Purpose: This study aimed to evaluate the potential of PEGylated dimeric GX1 peptide as a radiotracer for imaging of colorectal cancer vasculature in a LoVo tumor xenografted mouse model.
Procedures: The [(99m)Tc]PEG-(GX1)2 peptide was synthesized and identified. Confocal immunofluorescence analysis, receptor binding assay, and competitive inhibition assay were performed to evaluate the binding specificity and the receptor binding affinity of PEG-(GX1)2 to Co-human umbilical vein endothelial cells (HUVECs). Single photon emission computed tomography imaging and biodistribution were performed to evaluate the targeting ability of PEG-(GX1)2 to colorectal cancer.

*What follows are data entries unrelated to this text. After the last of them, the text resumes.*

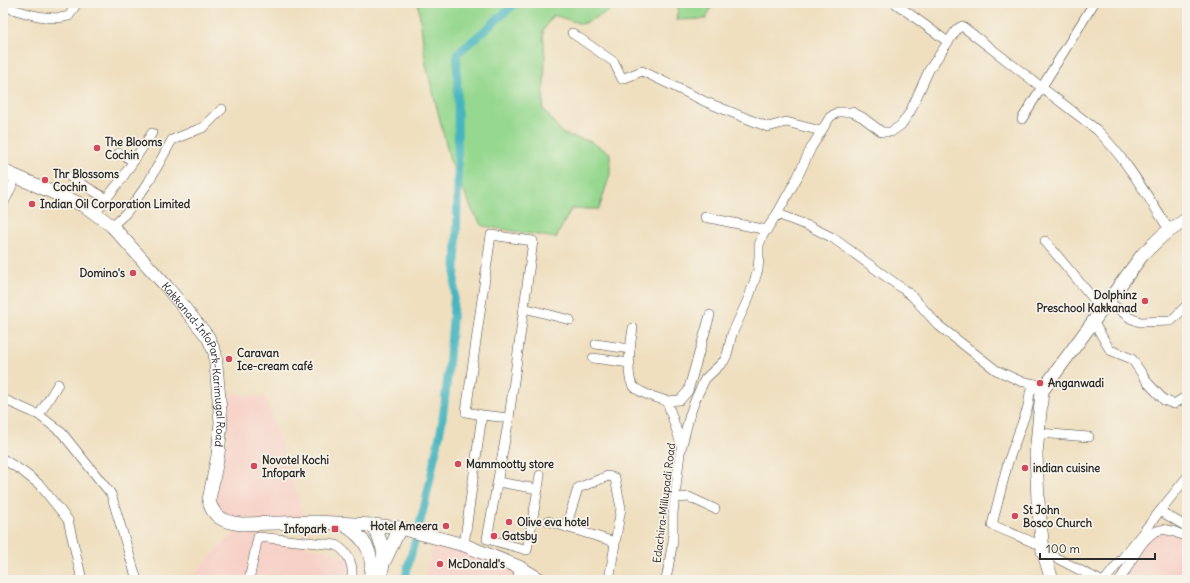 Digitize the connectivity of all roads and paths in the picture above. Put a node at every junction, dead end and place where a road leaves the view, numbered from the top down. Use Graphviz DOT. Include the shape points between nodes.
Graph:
graph roads {
  1 [pos="77,3"];
  2 [pos="895,3"];
  3 [pos="1094,3"];
  4 [pos="3,6"];
  5 [pos="572,33"];
  6 [pos="948,42"];
  7 [pos="1042,87"];
  8 [pos="222,109"];
  9 [pos="1022,119"];
  10 [pos="821,131"];
  11 [pos="152,133"];
  12 [pos="119,153"];
  13 [pos="134,161"];
  14 [pos="3,171"];
  15 [pos="16,177"];
  16 [pos="70,177"];
  17 [pos="106,199"];
  18 [pos="3,205"];
  19 [pos="95,213"];
  20 [pos="777,214"];
  21 [pos="705,217"];
  22 [pos="1187,219"];
  23 [pos="112,226"];
  24 [pos="766,230"];
  25 [pos="1170,231"];
  26 [pos="1045,241"];
  27 [pos="1105,305"];
  28 [pos="1187,305"];
  29 [pos="524,308"];
  30 [pos="710,315"];
  31 [pos="570,320"];
  32 [pos="1093,321"];
  33 [pos="633,328"];
  34 [pos="596,344"];
  35 [pos="630,349"];
  36 [pos="593,358"];
  37 [pos="630,363"];
  38 [pos="58,384"];
  39 [pos="1038,388"];
  40 [pos="1187,396"];
  41 [pos="3,398"];
  42 [pos="667,401"];
  43 [pos="38,415"];
  44 [pos="482,415"];
  45 [pos="508,418"];
  46 [pos="1038,433"];
  47 [pos="1089,437"];
  48 [pos="682,446"];
  49 [pos="3,459"];
  50 [pos="540,475"];
  51 [pos="1187,477"];
  52 [pos="498,482"];
  53 [pos="538,489"];
  54 [pos="675,498"];
  55 [pos="715,509"];
  56 [pos="1160,511"];
  57 [pos="548,521"];
  58 [pos="344,524"];
  59 [pos="373,525"];
  60 [pos="566,527"];
  61 [pos="1187,527"];
  62 [pos="402,528"];
  63 [pos="1187,537"];
  64 [pos="615,542"];
  65 [pos="464,545"];
  66 [pos="1043,548"];
  67 [pos="385,560"];
  68 [pos="518,574"];
  69 [pos="82,580"];
  70 [pos="137,580"];
  71 [pos="249,580"];
  72 [pos="350,580"];
  73 [pos="370,580"];
  74 [pos="380,580"];
  75 [pos="541,580"];
  76 [pos="609,580"];
  77 [pos="666,580"];
  78 [pos="1052,580"];
  79 [pos="1099,580"];
  80 [pos="1105,580"];
  81 [pos="1120,580"];
  1 -- 4 [label="street" via="69,16 63,18 49,18"];
  2 -- 6 [label="street"];
  3 -- 7 [label="street"];
  5 -- 10 [label="street" via="614,62 622,79 642,72 768,127 786,122"];
  6 -- 7 [label="street, Edachira-Millupadi Road" via="962,26"];
  6 -- 10 [label="street, Edachira-Millupadi Road" via="929,70 910,112 901,125 891,132 882,132 852,112 838,112 830,117"];
  7 -- 9 [label="street"];
  7 -- 25 [label="street" via="1097,130 1113,146"];
  8 -- 23 [label="street" via="204,126 172,140 148,183 126,213"];
  10 -- 20 [label="street, Edachira-Millupadi Road"];
  11 -- 13 [label="street"];
  12 -- 13 [label="street"];
  13 -- 17 [label="street"];
  14 -- 15 [label="main road, Kakkanad-InfoPark-Karimugal Road"];
  15 -- 18 [label="street"];
  15 -- 19 [label="main road, Kakkanad-InfoPark-Karimugal Road" via="85,206"];
  16 -- 17 [label="street"];
  17 -- 19 [label="street"];
  19 -- 23 [label="main road, Kakkanad-InfoPark-Karimugal Road"];
  20 -- 24 [label="street, Edachira-Millupadi Road"];
  20 -- 39 [label="street" via="833,238 908,292 938,325 996,370"];
  21 -- 24 [label="street"];
  22 -- 25 [label="main road"];
  23 -- 58 [label="main road, Kakkanad-InfoPark-Karimugal Road" via="183,306 208,337 215,353 222,422 209,500 214,514 237,524"];
  24 -- 48 [label="street, Edachira-Millupadi Road" via="759,245 759,264 754,284 732,334 727,355 705,379 696,398"];
  25 -- 27 [label="main road" via="1143,254"];
  26 -- 27 [label="street"];
  27 -- 28 [label="street" via="1140,322 1172,321"];
  27 -- 32 [label="main road"];
  29 -- 31 [label="street"];
  29 -- 44 [label="street" via="533,241 491,235 466,412"];
  29 -- 45 [label="street"];
  30 -- 42 [label="street" via="688,391 680,400"];
  32 -- 39 [label="main road"];
  32 -- 40 [label="street" via="1110,350 1132,359 1148,383 1164,400 1174,404"];
  33 -- 35 [label="street"];
  34 -- 35 [label="street"];
  35 -- 37 [label="street"];
  36 -- 37 [label="street"];
  37 -- 42 [label="street" via="629,375 632,384 644,394"];
  38 -- 43 [label="street"];
  39 -- 46 [label="main road"];
  39 -- 66 [label="street" via="1030,393 1028,407 1008,462 992,525"];
  41 -- 43 [label="street"];
  42 -- 48 [label="street"];
  43 -- 70 [label="street" via="62,433 111,494"];
  44 -- 45 [label="street"];
  44 -- 65 [label="street"];
  45 -- 52 [label="street"];
  46 -- 47 [label="street"];
  46 -- 66 [label="main road" via="1036,454"];
  48 -- 54 [label="street, Edachira-Millupadi Road"];
  49 -- 69 [label="street" via="40,485 68,520"];
  50 -- 53 [label="street"];
  51 -- 56 [label="street"];
  52 -- 53 [label="street"];
  52 -- 53 [label="street" via="487,539 527,550"];
  54 -- 55 [label="street" via="690,497"];
  54 -- 77 [label="street, Edachira-Millupadi Road" via="673,541"];
  56 -- 61 [label="street"];
  56 -- 80 [label="street"];
  57 -- 60 [label="street"];
  58 -- 59 [label="main road, Kakkanad-InfoPark-Karimugal Road"];
  58 -- 73 [label="main road" via="356,532 365,543 372,563"];
  59 -- 62 [label="main road, Kakkanad-InfoPark-Karimugal Road"];
  59 -- 67 [label="main road" via="382,543"];
  60 -- 64 [label="street"];
  60 -- 64 [label="street" via="578,488 608,476 615,478 621,508"];
  62 -- 65 [label="main road, Kakkanad-InfoPark-Karimugal Road"];
  62 -- 67 [label="main road"];
  63 -- 81 [label="street" via="1171,531 1160,530 1152,533"];
  64 -- 76 [label="street"];
  65 -- 68 [label="main road, Kakkanad-InfoPark-Karimugal Road"];
  66 -- 78 [label="main road"];
  66 -- 79 [label="street"];
  67 -- 74 [label="main road"];
  68 -- 75 [label="main road, Kakkanad-InfoPark-Karimugal Road"];
  71 -- 72 [label="street" via="258,537 336,545 344,549 349,559 353,573"];
}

Results: The studies in vitro suggested that PEG-(GX1)2 co-localized with Factor VIII in the perinuclear cytoplasm of Co-HUVECs and bound specifically to Co-HUVECs with a high affinity. The studies in vivo demonstrated that the targeting efficacy of PEG-(GX1)2 was superior to GX1.
Conclusions: PEGylation improved the affinity and the targeting ability of the GX1 peptide. PEG-(GX1)2 is a more promising probe for imaging of colorectal vasculature than GX1.
Keywords: Angiogenesis; Molecular imaging; Molecular tracer; PEGylation; Tumor vascular targeting.